> _Work request_: Write the records out exactly as shown. No pictures.

Records drawn from a dataset:
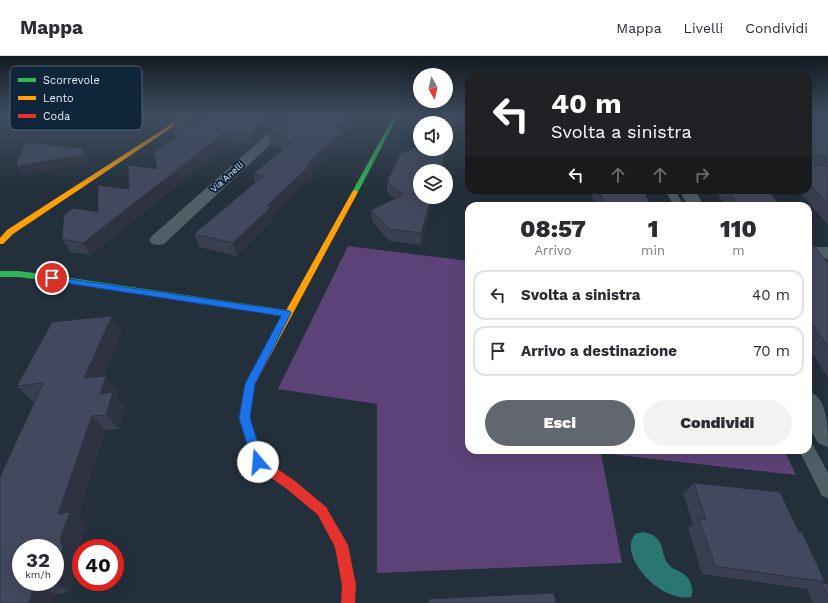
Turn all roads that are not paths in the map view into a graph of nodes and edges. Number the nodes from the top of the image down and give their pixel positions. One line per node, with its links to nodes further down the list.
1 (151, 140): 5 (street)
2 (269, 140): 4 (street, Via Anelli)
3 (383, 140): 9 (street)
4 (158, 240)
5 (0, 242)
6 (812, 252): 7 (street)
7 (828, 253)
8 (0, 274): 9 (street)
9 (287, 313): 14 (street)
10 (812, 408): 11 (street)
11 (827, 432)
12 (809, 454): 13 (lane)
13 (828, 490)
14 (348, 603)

> _Your solution_:
Turn all roads that are not paths in the map view into a graph of nodes and edges. Number the nodes from the top of the image down and give their pixel positions. One line per node, with its links to nodes further down the list.
1 (151, 140): 5 (street)
2 (269, 140): 4 (street, Via Anelli)
3 (383, 140): 9 (street)
4 (158, 240)
5 (0, 242)
6 (812, 252): 7 (street)
7 (828, 253)
8 (0, 274): 9 (street)
9 (287, 313): 14 (street)
10 (812, 408): 11 (street)
11 (827, 432)
12 (809, 454): 13 (lane)
13 (828, 490)
14 (348, 603)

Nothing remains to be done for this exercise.